WORK INSTRUCTIONS: Using the data that follows, say how many lines contain the word "Χάου", giving the number by itself.

[Collected data entries]
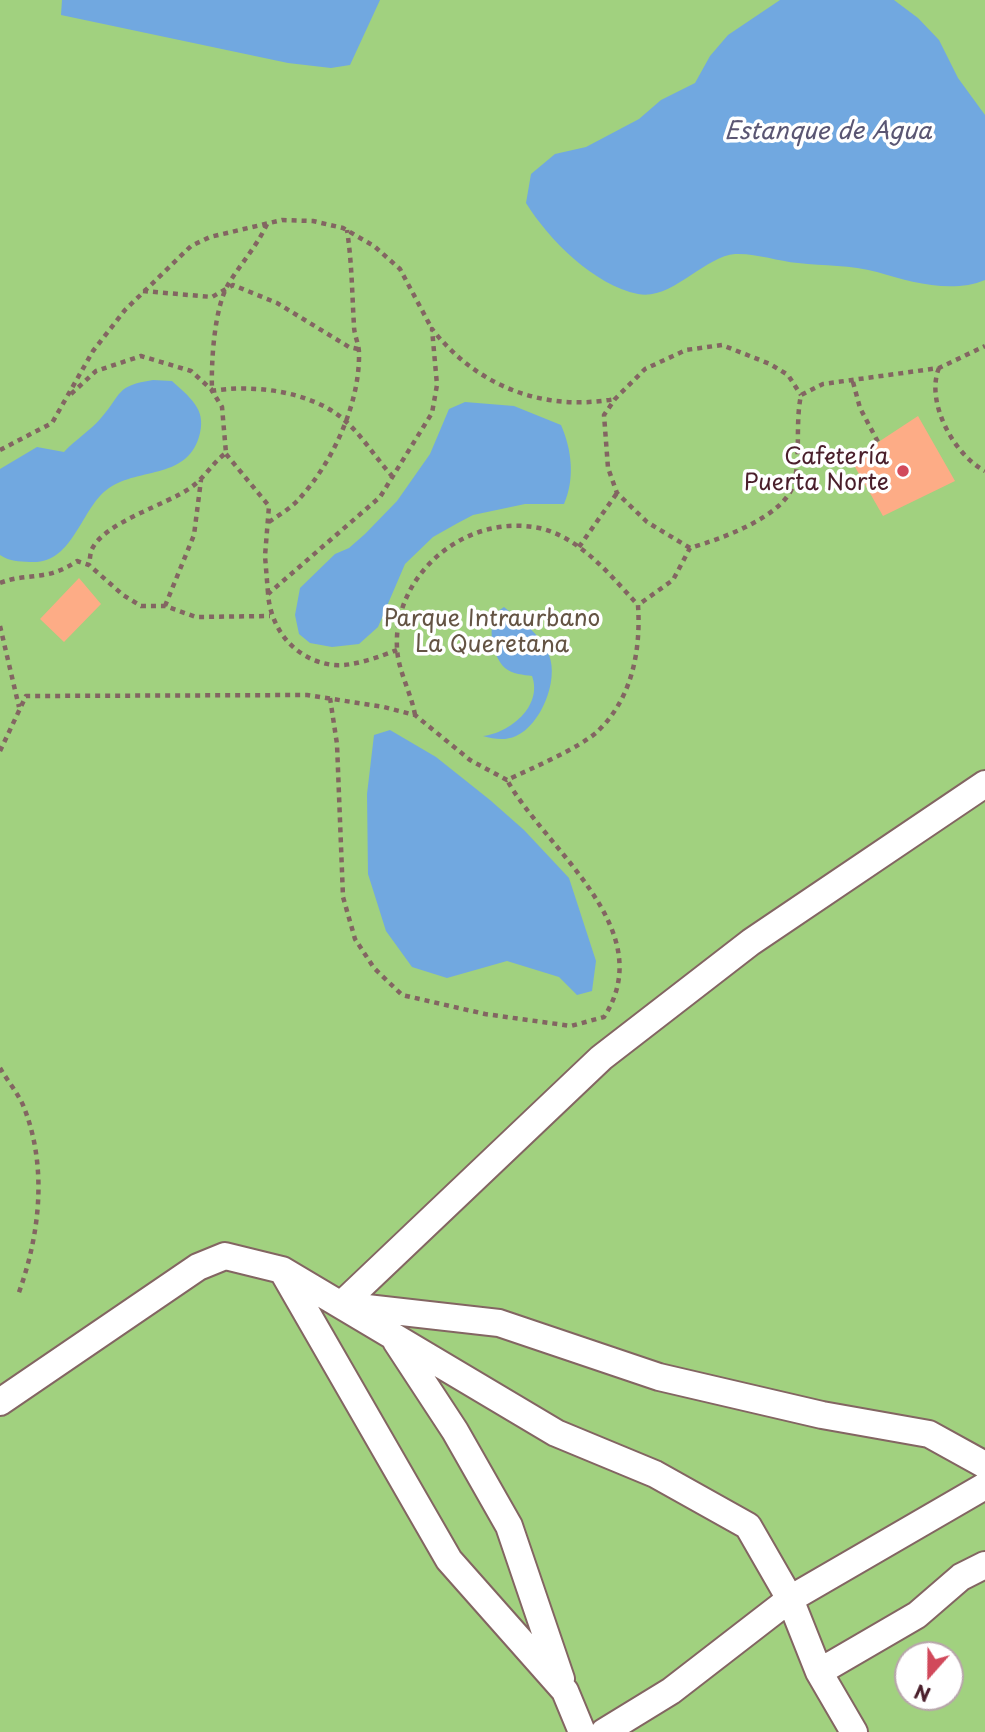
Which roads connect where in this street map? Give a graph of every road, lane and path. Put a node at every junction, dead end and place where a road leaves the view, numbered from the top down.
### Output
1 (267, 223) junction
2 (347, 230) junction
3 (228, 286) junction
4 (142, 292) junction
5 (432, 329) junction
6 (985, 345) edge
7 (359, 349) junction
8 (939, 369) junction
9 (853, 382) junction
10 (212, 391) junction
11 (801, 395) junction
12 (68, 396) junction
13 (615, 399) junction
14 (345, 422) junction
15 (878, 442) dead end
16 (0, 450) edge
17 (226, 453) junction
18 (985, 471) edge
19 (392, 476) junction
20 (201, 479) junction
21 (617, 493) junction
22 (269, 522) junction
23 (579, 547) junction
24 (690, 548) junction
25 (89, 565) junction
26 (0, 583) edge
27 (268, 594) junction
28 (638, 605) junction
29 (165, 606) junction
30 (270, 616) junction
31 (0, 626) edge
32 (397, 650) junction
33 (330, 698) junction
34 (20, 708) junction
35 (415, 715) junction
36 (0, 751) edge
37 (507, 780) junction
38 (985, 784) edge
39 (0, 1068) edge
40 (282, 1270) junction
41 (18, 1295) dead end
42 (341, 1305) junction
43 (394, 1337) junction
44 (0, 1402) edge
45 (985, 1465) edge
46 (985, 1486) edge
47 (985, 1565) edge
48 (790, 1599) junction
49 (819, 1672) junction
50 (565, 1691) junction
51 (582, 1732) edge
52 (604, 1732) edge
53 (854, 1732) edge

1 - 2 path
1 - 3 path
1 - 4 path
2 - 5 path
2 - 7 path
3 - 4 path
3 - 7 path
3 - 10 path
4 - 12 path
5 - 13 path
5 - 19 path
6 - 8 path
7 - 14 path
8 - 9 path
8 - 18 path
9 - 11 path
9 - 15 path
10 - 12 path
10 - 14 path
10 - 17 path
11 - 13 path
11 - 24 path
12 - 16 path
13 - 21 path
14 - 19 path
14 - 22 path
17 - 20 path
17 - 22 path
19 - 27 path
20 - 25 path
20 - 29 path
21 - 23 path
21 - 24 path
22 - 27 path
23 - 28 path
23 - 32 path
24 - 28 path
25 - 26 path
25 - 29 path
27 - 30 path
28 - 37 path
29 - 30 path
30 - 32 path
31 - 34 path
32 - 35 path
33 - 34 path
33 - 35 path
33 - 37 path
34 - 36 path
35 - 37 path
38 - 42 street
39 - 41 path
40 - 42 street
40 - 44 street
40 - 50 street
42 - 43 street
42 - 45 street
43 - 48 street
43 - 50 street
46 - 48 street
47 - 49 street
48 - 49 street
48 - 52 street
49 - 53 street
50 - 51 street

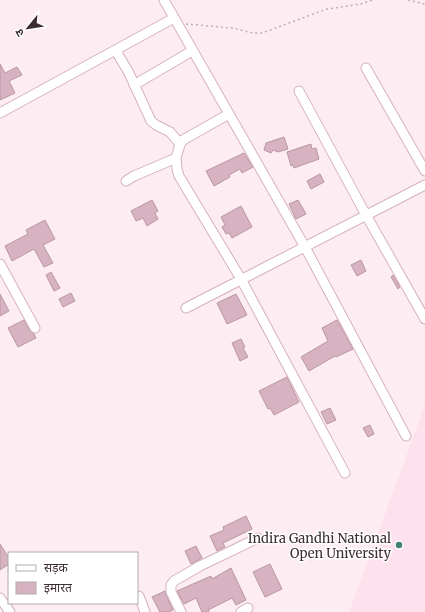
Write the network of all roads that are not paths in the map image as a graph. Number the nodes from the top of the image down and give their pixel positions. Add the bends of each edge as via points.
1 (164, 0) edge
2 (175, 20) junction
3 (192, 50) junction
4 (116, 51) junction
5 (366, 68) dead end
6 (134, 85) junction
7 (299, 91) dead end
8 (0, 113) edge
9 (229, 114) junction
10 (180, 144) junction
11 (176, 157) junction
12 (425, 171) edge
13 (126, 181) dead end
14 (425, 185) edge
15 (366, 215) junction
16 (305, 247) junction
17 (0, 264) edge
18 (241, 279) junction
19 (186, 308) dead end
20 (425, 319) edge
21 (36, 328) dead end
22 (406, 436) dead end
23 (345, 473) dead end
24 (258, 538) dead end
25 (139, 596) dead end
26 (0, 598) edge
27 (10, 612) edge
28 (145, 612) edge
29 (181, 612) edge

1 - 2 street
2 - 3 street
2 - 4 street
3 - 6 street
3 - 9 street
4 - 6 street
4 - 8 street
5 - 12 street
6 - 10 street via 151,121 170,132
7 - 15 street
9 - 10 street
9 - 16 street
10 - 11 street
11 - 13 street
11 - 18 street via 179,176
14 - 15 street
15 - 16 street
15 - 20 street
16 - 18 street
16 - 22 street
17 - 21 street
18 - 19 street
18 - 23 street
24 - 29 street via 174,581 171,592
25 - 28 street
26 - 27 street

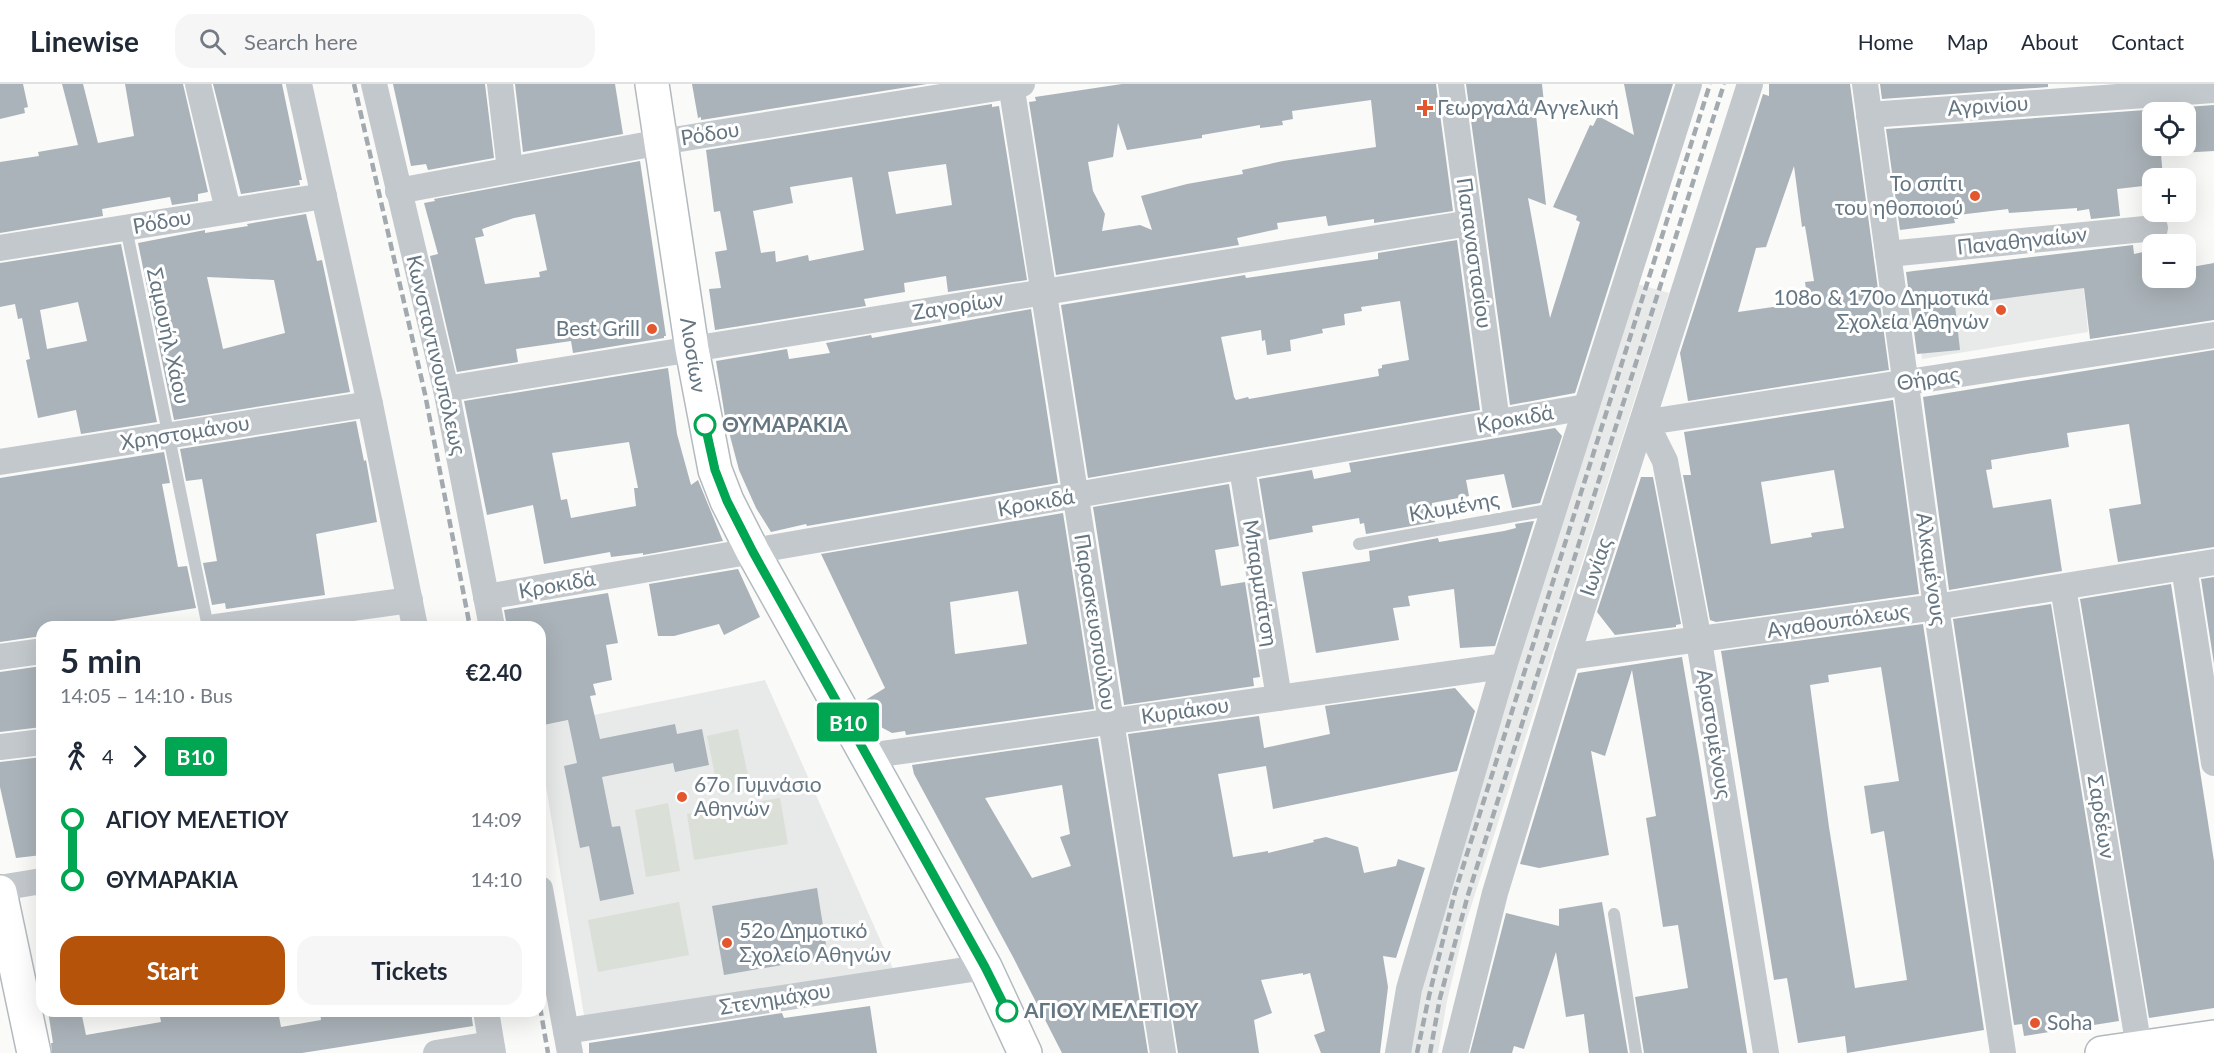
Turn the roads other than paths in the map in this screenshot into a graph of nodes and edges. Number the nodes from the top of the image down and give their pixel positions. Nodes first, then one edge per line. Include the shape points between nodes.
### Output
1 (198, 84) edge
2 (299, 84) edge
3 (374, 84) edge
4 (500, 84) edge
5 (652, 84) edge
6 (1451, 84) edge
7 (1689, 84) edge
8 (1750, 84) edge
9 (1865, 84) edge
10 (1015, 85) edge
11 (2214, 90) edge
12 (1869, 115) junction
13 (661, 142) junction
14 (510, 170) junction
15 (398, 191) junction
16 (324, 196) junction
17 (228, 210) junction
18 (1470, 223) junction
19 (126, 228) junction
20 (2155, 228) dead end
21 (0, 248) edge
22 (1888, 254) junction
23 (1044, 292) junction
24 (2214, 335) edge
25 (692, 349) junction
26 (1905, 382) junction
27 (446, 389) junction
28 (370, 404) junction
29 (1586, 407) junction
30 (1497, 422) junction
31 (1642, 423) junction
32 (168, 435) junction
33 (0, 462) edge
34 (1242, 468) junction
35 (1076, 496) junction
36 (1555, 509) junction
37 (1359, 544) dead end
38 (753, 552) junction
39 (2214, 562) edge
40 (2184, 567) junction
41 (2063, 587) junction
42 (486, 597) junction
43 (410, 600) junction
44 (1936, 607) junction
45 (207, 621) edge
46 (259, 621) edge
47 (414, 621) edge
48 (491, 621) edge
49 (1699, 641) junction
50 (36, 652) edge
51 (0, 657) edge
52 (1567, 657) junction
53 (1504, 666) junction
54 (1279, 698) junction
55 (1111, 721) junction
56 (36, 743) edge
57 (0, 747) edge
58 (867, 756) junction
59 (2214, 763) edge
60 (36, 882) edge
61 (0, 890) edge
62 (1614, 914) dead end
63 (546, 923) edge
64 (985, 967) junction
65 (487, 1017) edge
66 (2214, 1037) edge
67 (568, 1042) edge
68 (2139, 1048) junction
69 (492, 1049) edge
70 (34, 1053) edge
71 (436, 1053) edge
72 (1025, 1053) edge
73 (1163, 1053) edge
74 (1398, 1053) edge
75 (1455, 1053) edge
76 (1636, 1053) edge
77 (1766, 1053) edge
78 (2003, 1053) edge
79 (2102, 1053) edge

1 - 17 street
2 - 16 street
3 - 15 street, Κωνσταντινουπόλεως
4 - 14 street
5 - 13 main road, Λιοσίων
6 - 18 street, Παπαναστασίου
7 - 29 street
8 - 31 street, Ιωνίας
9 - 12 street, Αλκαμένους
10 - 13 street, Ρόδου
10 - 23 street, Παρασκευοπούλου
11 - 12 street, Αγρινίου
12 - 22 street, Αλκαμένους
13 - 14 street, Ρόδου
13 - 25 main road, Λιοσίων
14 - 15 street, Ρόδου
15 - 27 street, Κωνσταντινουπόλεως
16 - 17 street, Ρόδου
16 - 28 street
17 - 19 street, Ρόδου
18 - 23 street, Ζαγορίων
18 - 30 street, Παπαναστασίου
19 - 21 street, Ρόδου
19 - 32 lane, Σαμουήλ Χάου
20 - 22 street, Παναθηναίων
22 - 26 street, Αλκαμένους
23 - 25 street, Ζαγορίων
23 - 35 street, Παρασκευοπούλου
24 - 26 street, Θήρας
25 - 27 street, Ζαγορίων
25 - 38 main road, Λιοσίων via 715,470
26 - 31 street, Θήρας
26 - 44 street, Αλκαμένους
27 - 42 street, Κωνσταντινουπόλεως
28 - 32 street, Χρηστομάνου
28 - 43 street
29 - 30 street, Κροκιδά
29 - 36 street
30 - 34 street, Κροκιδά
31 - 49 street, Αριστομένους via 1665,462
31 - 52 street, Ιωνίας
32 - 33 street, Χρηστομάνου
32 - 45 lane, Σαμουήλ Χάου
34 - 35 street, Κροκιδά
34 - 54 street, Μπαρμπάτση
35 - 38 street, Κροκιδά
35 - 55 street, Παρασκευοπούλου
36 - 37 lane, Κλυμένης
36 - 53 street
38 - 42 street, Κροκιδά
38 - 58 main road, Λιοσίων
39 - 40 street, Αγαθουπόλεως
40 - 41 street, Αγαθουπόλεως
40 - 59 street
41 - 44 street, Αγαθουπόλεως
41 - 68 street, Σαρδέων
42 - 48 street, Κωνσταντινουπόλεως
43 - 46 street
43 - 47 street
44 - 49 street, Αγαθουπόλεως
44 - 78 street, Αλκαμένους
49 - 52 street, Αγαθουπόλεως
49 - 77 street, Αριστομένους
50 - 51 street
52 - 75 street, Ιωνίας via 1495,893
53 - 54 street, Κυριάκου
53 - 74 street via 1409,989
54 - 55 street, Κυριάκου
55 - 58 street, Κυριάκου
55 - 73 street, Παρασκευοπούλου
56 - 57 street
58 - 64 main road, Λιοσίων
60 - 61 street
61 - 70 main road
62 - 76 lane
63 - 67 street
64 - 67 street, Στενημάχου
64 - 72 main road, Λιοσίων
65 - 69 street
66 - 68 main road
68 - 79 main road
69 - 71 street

EXERCISE RESULT: 2